* TASK DIRECTIONS
The entries below must be restated word for word.
[Opening DATASET CONTENT section]
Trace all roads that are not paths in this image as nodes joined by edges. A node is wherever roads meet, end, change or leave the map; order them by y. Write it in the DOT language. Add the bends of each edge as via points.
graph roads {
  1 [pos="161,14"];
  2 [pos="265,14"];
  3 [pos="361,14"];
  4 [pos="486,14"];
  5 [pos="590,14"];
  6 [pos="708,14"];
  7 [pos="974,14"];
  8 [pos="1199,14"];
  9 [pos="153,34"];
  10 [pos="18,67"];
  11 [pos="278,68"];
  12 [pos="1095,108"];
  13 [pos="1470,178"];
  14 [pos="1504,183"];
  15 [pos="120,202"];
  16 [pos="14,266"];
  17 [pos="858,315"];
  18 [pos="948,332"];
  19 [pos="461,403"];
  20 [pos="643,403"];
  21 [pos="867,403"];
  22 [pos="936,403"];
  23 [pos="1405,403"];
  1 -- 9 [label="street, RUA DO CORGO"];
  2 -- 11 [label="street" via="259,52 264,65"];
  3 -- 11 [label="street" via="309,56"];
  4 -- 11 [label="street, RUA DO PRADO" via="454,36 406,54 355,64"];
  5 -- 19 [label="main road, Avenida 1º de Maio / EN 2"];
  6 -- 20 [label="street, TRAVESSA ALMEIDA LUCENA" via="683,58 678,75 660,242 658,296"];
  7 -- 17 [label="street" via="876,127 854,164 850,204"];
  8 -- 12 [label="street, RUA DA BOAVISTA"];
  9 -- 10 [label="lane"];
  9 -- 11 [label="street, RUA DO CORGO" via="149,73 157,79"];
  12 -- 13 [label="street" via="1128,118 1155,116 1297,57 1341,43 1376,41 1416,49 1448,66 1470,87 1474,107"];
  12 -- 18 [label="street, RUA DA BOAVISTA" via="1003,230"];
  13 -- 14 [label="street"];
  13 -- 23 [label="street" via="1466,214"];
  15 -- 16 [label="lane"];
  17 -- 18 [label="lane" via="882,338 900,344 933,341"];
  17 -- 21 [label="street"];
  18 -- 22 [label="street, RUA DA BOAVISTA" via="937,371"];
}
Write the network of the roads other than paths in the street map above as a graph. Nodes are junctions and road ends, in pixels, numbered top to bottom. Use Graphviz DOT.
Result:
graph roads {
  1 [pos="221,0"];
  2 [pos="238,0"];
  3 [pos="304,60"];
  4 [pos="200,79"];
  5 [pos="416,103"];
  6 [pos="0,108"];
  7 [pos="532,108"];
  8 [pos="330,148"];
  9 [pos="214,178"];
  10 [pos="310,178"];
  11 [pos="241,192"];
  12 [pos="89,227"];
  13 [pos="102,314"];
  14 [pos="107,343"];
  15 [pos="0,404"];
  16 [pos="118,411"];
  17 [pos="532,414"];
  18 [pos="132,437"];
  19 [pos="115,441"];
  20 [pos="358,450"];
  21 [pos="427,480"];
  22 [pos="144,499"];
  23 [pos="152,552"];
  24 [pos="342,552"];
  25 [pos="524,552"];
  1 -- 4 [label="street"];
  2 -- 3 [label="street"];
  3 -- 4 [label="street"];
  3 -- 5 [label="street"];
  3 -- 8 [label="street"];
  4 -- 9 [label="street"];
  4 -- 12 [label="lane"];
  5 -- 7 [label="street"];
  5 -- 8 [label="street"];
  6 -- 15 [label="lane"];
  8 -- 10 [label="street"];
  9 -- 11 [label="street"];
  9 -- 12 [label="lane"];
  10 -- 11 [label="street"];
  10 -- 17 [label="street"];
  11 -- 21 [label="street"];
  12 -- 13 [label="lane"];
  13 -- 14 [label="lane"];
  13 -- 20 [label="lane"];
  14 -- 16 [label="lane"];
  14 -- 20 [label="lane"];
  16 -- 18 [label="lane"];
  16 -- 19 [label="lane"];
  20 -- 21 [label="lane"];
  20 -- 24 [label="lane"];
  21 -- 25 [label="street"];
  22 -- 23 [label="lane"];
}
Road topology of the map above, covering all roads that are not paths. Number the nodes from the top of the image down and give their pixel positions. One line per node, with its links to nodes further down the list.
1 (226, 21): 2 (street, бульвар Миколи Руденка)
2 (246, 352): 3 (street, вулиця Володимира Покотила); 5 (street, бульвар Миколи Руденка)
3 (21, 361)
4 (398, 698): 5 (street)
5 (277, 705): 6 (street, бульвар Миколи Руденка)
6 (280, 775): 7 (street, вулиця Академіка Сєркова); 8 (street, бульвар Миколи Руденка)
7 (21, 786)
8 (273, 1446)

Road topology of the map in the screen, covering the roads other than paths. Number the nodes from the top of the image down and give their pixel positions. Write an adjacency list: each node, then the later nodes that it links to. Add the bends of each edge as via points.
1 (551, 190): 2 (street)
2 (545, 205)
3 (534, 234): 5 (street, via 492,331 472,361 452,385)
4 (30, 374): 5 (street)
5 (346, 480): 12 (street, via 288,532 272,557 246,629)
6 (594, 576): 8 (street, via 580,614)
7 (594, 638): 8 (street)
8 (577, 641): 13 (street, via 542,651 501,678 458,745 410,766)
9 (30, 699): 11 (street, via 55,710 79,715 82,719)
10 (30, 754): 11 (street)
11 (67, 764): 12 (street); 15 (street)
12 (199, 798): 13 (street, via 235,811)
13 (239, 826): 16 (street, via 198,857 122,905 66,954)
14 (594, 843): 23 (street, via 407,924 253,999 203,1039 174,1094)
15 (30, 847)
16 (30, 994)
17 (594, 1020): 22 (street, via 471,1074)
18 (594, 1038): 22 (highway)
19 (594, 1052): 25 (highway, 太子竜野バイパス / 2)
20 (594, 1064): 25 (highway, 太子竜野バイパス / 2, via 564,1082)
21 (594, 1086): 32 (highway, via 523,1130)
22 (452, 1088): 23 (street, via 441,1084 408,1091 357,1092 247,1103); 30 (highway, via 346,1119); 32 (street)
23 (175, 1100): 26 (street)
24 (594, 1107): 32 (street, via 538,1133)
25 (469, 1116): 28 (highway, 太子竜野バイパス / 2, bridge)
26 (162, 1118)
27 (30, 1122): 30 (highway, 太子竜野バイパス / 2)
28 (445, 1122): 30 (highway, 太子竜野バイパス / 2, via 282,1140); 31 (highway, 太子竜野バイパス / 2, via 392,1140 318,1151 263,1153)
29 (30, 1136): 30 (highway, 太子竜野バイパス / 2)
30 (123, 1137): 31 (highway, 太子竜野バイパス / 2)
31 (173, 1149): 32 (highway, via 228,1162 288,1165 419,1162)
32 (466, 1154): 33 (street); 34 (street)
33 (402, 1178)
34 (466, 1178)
[Closing DATASET CONTENT section]
* OUTPUT FOR THIS EXERCISE
Trace all roads that are not paths in this image as nodes joined by edges. A node is wherever roads meet, end, change or leave the map; order them by y. Write it in the DOT language. Add the bends of each edge as via points.
graph roads {
  1 [pos="161,14"];
  2 [pos="265,14"];
  3 [pos="361,14"];
  4 [pos="486,14"];
  5 [pos="590,14"];
  6 [pos="708,14"];
  7 [pos="974,14"];
  8 [pos="1199,14"];
  9 [pos="153,34"];
  10 [pos="18,67"];
  11 [pos="278,68"];
  12 [pos="1095,108"];
  13 [pos="1470,178"];
  14 [pos="1504,183"];
  15 [pos="120,202"];
  16 [pos="14,266"];
  17 [pos="858,315"];
  18 [pos="948,332"];
  19 [pos="461,403"];
  20 [pos="643,403"];
  21 [pos="867,403"];
  22 [pos="936,403"];
  23 [pos="1405,403"];
  1 -- 9 [label="street, RUA DO CORGO"];
  2 -- 11 [label="street" via="259,52 264,65"];
  3 -- 11 [label="street" via="309,56"];
  4 -- 11 [label="street, RUA DO PRADO" via="454,36 406,54 355,64"];
  5 -- 19 [label="main road, Avenida 1º de Maio / EN 2"];
  6 -- 20 [label="street, TRAVESSA ALMEIDA LUCENA" via="683,58 678,75 660,242 658,296"];
  7 -- 17 [label="street" via="876,127 854,164 850,204"];
  8 -- 12 [label="street, RUA DA BOAVISTA"];
  9 -- 10 [label="lane"];
  9 -- 11 [label="street, RUA DO CORGO" via="149,73 157,79"];
  12 -- 13 [label="street" via="1128,118 1155,116 1297,57 1341,43 1376,41 1416,49 1448,66 1470,87 1474,107"];
  12 -- 18 [label="street, RUA DA BOAVISTA" via="1003,230"];
  13 -- 14 [label="street"];
  13 -- 23 [label="street" via="1466,214"];
  15 -- 16 [label="lane"];
  17 -- 18 [label="lane" via="882,338 900,344 933,341"];
  17 -- 21 [label="street"];
  18 -- 22 [label="street, RUA DA BOAVISTA" via="937,371"];
}
Write the network of the roads other than paths in the street map above as a graph. Nodes are junctions and road ends, in pixels, numbered top to bottom. Use Graphviz DOT.
Result:
graph roads {
  1 [pos="221,0"];
  2 [pos="238,0"];
  3 [pos="304,60"];
  4 [pos="200,79"];
  5 [pos="416,103"];
  6 [pos="0,108"];
  7 [pos="532,108"];
  8 [pos="330,148"];
  9 [pos="214,178"];
  10 [pos="310,178"];
  11 [pos="241,192"];
  12 [pos="89,227"];
  13 [pos="102,314"];
  14 [pos="107,343"];
  15 [pos="0,404"];
  16 [pos="118,411"];
  17 [pos="532,414"];
  18 [pos="132,437"];
  19 [pos="115,441"];
  20 [pos="358,450"];
  21 [pos="427,480"];
  22 [pos="144,499"];
  23 [pos="152,552"];
  24 [pos="342,552"];
  25 [pos="524,552"];
  1 -- 4 [label="street"];
  2 -- 3 [label="street"];
  3 -- 4 [label="street"];
  3 -- 5 [label="street"];
  3 -- 8 [label="street"];
  4 -- 9 [label="street"];
  4 -- 12 [label="lane"];
  5 -- 7 [label="street"];
  5 -- 8 [label="street"];
  6 -- 15 [label="lane"];
  8 -- 10 [label="street"];
  9 -- 11 [label="street"];
  9 -- 12 [label="lane"];
  10 -- 11 [label="street"];
  10 -- 17 [label="street"];
  11 -- 21 [label="street"];
  12 -- 13 [label="lane"];
  13 -- 14 [label="lane"];
  13 -- 20 [label="lane"];
  14 -- 16 [label="lane"];
  14 -- 20 [label="lane"];
  16 -- 18 [label="lane"];
  16 -- 19 [label="lane"];
  20 -- 21 [label="lane"];
  20 -- 24 [label="lane"];
  21 -- 25 [label="street"];
  22 -- 23 [label="lane"];
}
Road topology of the map above, covering all roads that are not paths. Number the nodes from the top of the image down and give their pixel positions. One line per node, with its links to nodes further down the list.
1 (226, 21): 2 (street, бульвар Миколи Руденка)
2 (246, 352): 3 (street, вулиця Володимира Покотила); 5 (street, бульвар Миколи Руденка)
3 (21, 361)
4 (398, 698): 5 (street)
5 (277, 705): 6 (street, бульвар Миколи Руденка)
6 (280, 775): 7 (street, вулиця Академіка Сєркова); 8 (street, бульвар Миколи Руденка)
7 (21, 786)
8 (273, 1446)

Road topology of the map in the screen, covering the roads other than paths. Number the nodes from the top of the image down and give their pixel positions. Write an adjacency list: each node, then the later nodes that it links to. Add the bends of each edge as via points.
1 (551, 190): 2 (street)
2 (545, 205)
3 (534, 234): 5 (street, via 492,331 472,361 452,385)
4 (30, 374): 5 (street)
5 (346, 480): 12 (street, via 288,532 272,557 246,629)
6 (594, 576): 8 (street, via 580,614)
7 (594, 638): 8 (street)
8 (577, 641): 13 (street, via 542,651 501,678 458,745 410,766)
9 (30, 699): 11 (street, via 55,710 79,715 82,719)
10 (30, 754): 11 (street)
11 (67, 764): 12 (street); 15 (street)
12 (199, 798): 13 (street, via 235,811)
13 (239, 826): 16 (street, via 198,857 122,905 66,954)
14 (594, 843): 23 (street, via 407,924 253,999 203,1039 174,1094)
15 (30, 847)
16 (30, 994)
17 (594, 1020): 22 (street, via 471,1074)
18 (594, 1038): 22 (highway)
19 (594, 1052): 25 (highway, 太子竜野バイパス / 2)
20 (594, 1064): 25 (highway, 太子竜野バイパス / 2, via 564,1082)
21 (594, 1086): 32 (highway, via 523,1130)
22 (452, 1088): 23 (street, via 441,1084 408,1091 357,1092 247,1103); 30 (highway, via 346,1119); 32 (street)
23 (175, 1100): 26 (street)
24 (594, 1107): 32 (street, via 538,1133)
25 (469, 1116): 28 (highway, 太子竜野バイパス / 2, bridge)
26 (162, 1118)
27 (30, 1122): 30 (highway, 太子竜野バイパス / 2)
28 (445, 1122): 30 (highway, 太子竜野バイパス / 2, via 282,1140); 31 (highway, 太子竜野バイパス / 2, via 392,1140 318,1151 263,1153)
29 (30, 1136): 30 (highway, 太子竜野バイパス / 2)
30 (123, 1137): 31 (highway, 太子竜野バイパス / 2)
31 (173, 1149): 32 (highway, via 228,1162 288,1165 419,1162)
32 (466, 1154): 33 (street); 34 (street)
33 (402, 1178)
34 (466, 1178)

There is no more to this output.